Prune summer-flowering shrubs such as beautyberry, butterfly bush, Clethra, vitex and summer-blooming spireas in late winter to encourage lots of new growth and heavy flowering.
Do not prune back hydrangeas, azaleas or other spring-blooming shrubs or you will loose this year’s blooms. Camellias can be pruned back after they have completed their blooming cycle.
Make your pruning cuts just above the thickened, rough area on the stem. This is the spot that marks where one year’s growth ended and the next year’s growth began. Cut just above these areas to force three to four dormant buds into growth.
Gardenias require little pruning; however, if the plant is much too large for the landscape, prune back just before growth starts in the spring. When large plants are pruned heavily, frequent watering will stimulate new growth and flower production.
Valentine’s Day is the traditional time to prune ever-blooming roses. Choose an outward facing bud to make the rose grow outward and allow more light and air into its center. Cut one-quarter inch above the bud at a 45-degree angle, slanted parallel with the bud. Cut back all healthy canes to maintain the proportions of the rose. Carefully prune to establish a well-rounded and open form. Once-bloomers, which bloom only in the spring such as Lady Banks, should not be pruned until after they finish flowering.
Now is the best time to lightly prune crape myrtles. Remove crossing branches and inward growth and cut off seedpods. Never hack back into the large branches. This practice is known as topping and ruins the natural shape of crape myrtles and promotes insect and disease problems. If your crape myrtle is too large for the location where it is planted, consider moving it and replacing it with a smaller variety.
Always prune dead, diseased, dying or damaged limbs from a tree immediately.

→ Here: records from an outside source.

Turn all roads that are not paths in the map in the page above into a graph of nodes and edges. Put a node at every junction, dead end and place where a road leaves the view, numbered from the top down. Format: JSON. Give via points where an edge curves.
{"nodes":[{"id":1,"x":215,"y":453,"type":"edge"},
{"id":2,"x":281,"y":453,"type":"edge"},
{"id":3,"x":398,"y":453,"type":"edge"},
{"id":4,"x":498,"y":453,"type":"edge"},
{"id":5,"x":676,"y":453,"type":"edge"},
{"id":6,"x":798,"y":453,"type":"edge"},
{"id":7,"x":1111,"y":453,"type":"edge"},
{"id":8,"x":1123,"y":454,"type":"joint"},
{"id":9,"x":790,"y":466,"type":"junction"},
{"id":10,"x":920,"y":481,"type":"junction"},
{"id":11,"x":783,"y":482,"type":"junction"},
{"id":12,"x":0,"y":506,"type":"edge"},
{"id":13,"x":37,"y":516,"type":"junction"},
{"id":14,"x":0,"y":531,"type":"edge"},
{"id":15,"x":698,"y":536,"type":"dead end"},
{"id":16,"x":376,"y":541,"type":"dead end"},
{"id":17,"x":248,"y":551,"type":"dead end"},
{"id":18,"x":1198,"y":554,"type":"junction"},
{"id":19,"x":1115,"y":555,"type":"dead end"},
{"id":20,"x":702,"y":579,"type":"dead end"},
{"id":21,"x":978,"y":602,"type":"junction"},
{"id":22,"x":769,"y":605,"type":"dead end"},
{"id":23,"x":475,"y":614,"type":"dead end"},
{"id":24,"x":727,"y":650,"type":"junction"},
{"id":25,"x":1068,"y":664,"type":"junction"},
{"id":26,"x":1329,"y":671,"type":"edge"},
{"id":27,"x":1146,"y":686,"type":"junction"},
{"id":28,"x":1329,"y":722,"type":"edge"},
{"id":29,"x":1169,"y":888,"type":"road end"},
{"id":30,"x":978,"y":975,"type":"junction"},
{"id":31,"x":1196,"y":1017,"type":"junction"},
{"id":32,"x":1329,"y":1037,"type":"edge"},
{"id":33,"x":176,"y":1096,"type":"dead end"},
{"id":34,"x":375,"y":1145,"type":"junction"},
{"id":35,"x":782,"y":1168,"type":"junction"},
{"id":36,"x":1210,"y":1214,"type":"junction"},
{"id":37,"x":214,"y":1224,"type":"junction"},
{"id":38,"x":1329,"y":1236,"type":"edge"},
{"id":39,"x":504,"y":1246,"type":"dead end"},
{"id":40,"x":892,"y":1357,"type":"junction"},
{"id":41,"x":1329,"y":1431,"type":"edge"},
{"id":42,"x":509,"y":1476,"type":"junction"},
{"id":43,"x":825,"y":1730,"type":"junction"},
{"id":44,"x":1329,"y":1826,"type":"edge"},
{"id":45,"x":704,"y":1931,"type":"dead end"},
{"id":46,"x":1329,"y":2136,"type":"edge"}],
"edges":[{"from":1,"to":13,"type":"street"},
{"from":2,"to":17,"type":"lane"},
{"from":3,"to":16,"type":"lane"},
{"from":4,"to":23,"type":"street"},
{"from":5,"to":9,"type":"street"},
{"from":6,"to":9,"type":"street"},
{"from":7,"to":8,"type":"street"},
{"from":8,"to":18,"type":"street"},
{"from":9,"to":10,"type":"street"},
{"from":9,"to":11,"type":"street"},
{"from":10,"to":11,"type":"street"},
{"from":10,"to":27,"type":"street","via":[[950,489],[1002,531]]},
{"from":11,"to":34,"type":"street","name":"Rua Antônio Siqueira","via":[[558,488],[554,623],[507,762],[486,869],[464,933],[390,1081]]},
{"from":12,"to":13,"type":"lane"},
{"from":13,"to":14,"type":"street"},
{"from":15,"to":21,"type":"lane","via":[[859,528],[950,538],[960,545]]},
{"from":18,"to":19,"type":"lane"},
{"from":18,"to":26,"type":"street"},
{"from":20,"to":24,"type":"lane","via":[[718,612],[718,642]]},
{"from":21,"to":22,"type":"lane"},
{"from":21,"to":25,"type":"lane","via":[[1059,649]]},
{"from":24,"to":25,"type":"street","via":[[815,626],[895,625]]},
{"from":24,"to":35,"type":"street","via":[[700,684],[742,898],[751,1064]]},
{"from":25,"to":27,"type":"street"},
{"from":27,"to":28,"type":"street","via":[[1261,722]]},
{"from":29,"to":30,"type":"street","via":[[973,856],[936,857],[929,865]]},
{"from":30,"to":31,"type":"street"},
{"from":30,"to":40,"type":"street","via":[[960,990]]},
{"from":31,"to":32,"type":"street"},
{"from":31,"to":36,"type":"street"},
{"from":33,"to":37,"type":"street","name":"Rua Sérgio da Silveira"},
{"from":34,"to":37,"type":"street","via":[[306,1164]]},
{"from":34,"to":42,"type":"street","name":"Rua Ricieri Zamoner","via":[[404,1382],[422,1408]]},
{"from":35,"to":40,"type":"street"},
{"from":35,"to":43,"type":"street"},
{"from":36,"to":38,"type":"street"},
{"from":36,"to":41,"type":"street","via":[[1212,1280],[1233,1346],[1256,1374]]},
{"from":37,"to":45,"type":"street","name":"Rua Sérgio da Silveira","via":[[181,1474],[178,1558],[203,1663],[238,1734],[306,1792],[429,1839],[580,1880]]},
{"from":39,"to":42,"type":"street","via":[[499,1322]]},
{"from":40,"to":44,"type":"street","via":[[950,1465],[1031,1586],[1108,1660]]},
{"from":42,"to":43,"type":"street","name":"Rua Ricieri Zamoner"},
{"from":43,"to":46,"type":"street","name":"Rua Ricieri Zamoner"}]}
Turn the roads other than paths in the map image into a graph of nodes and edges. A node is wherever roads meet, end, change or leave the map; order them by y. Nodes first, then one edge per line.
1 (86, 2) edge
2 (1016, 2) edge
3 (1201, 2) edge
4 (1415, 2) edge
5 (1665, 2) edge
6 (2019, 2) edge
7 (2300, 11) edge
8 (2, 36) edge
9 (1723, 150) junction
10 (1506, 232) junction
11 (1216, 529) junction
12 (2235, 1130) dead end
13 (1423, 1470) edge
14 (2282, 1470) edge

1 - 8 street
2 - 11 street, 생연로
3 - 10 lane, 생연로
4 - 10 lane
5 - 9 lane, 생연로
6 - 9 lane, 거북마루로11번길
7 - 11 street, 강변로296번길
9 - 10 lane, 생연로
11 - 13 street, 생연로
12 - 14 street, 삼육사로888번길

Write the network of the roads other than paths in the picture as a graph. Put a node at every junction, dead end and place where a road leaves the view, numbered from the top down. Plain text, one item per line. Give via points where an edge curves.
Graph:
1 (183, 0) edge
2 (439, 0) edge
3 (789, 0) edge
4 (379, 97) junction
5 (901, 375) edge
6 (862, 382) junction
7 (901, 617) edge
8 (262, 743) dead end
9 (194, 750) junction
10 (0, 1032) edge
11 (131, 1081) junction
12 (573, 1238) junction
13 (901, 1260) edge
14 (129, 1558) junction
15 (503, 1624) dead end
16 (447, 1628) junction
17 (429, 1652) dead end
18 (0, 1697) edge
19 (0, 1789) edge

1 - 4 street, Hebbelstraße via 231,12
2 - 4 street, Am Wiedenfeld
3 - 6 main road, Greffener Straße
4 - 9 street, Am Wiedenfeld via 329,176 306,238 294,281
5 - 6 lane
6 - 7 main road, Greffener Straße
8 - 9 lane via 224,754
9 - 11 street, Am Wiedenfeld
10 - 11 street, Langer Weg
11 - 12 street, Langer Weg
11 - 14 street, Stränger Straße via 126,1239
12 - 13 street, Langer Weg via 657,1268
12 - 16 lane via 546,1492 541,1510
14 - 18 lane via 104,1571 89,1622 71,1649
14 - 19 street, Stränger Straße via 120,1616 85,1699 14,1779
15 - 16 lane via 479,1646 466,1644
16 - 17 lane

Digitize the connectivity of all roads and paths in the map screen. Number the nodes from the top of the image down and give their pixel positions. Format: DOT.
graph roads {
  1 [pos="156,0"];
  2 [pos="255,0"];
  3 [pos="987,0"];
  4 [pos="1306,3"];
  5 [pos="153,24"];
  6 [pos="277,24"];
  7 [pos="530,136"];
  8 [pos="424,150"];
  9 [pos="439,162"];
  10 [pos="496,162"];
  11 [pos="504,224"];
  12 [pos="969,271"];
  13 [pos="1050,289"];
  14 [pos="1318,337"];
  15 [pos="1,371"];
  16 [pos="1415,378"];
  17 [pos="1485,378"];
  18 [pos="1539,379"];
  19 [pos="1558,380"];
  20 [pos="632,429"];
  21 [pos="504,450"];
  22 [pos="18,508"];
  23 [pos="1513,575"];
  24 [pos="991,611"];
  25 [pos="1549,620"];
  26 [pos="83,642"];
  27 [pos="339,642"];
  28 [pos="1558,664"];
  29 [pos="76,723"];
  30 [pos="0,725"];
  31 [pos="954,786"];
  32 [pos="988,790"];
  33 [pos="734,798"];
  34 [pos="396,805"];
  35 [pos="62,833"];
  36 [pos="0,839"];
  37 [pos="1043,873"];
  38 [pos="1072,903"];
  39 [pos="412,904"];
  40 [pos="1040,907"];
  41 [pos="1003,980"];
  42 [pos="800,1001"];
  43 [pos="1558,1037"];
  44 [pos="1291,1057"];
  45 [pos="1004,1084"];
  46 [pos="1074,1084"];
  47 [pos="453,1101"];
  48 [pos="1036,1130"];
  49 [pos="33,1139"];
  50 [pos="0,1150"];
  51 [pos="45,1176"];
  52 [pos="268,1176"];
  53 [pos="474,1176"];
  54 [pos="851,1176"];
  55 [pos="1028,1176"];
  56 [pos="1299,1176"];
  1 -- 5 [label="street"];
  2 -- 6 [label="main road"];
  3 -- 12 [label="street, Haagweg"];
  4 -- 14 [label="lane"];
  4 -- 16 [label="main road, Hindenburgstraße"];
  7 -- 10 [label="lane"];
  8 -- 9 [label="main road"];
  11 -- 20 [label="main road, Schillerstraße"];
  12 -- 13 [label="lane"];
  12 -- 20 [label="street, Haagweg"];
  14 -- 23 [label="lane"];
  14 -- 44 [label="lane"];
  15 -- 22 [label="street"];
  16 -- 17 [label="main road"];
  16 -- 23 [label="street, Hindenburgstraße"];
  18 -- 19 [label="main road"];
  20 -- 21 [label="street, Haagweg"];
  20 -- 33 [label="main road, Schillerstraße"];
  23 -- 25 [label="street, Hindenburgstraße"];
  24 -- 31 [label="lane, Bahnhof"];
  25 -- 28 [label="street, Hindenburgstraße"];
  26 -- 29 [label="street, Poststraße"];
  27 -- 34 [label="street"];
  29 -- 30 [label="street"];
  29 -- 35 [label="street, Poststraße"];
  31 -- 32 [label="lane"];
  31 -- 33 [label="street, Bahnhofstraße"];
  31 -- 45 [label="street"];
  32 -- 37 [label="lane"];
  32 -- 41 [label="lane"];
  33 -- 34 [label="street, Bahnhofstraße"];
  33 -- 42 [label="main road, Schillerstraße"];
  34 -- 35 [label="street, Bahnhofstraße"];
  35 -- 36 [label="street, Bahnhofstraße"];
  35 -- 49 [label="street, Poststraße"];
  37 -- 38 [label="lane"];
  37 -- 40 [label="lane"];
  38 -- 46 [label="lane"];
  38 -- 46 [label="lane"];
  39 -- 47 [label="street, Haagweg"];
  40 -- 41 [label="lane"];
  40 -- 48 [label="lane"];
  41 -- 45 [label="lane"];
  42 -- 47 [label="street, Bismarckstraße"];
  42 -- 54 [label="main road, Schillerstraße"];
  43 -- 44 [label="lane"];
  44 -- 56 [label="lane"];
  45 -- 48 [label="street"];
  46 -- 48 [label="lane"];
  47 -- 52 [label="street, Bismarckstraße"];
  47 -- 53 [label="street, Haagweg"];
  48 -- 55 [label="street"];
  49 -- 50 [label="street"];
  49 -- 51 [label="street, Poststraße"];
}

The optimum time to prune deciduous hardwood trees occurs just prior to bud break in the early spring. There are two types of pruning cuts for trees: thinning out removes twigs, branches or limbs at the point of origin and does not stimulate vegetative growth; and heading back will stimulate new growth. Do not apply wound dressing to open wounds; the tree will heal itself. Always cut at the collar and do not allow the cut to tear down in the good wood.
Nandinas and mahonias are evergreens that can be pruned in late winter when the berries fall off or are eaten by the birds. If plants have been neglected for several years and allowed to grow leggy, prune away the tallest and oldest stems (with oldest bark). This pruning will encourage new growth to appear and the plant will fill in at the base.
Pyracantha must be pruned and trained to conform to its designed landscape function. It is safest to prune pyracantha just as the plant comes into bloom, so you avoid cutting away flowering and fruited wood. As always keep your pruning tools sharp and clean.
“With plants, persuasion is better than force.” Elsa Bakalar.